Nonetheless, there is more than a particle of truth in it. Everything that killed him, after all, traces back to a fiery 1976 crash at the Nurburgring, when Lauda spent a minute or so trapped in a hellscape that burned off most of one ear and fried his lungs when he breathed in pure flame.
That he lived through all that, and miraculously returned to the race car just six weeks later, is chronicled in the 2013 Ron Howard film "Rush," about Lauda's duel with British driver James Hunt that epic season. Daniel Bruhl's fine portrayal of Lauda undoubtedly is why far more Americans know who he was than otherwise would have, Americans being the generally parochial lot they are.
In any case, Lauda recovered, but not really. The accident stole some incalculable amount of vitality from him, and it's a virtual certainty that had it not happened he wouldn't have died this week at the relatively young age of 70.

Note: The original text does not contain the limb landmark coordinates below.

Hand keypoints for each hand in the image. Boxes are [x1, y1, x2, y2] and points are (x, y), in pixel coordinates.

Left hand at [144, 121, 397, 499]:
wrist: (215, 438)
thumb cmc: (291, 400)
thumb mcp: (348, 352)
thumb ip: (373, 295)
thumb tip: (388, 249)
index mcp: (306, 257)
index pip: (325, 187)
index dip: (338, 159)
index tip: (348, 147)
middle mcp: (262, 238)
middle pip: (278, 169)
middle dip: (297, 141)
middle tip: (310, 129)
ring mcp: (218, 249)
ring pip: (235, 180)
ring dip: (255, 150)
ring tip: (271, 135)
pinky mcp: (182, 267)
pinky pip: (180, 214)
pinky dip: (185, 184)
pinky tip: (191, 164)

He died as an airline mogul and an F1 icon who won three world championships, the last in 1984. McLaren lured him out of an early retirement that year, an early retirement that was surely another legacy of that nightmare day in Germany. And so when Lauda died Monday, McLaren sent its condolences.
A fair amount of irony attaches to that. Because McLaren could have sent itself a few condolences at the same time.

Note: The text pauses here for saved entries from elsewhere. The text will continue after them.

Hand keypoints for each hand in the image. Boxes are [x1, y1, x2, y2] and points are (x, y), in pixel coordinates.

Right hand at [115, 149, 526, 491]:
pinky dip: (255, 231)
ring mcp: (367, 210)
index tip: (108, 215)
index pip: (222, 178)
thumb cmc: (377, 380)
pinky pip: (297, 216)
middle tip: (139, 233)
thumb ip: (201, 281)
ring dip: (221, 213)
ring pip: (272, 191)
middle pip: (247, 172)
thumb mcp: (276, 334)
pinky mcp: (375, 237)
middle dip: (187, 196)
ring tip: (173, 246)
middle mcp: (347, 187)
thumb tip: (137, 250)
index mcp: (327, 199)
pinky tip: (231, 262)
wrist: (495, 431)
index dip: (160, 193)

Lauda's death, after all, came a day after McLaren failed to put two-time F1 champion Fernando Alonso in the Indianapolis 500, through no fault of Alonso's. The McLaren Indy effort was a thrown-together clown show from beginning to end, and a major disservice to a driver as accomplished as Alonso. This surely comes as no particular surprise to anyone who's kept track of McLaren's F1 program, which gave Alonso certified mutts to drive last season, and continues to lag well behind the big three constructors -- Mercedes, Ferrari and Red Bull -- so far this season.
Lauda's death only further illuminates how far a proud and once-dominant team has fallen. If what happened last weekend at Indy didn't already.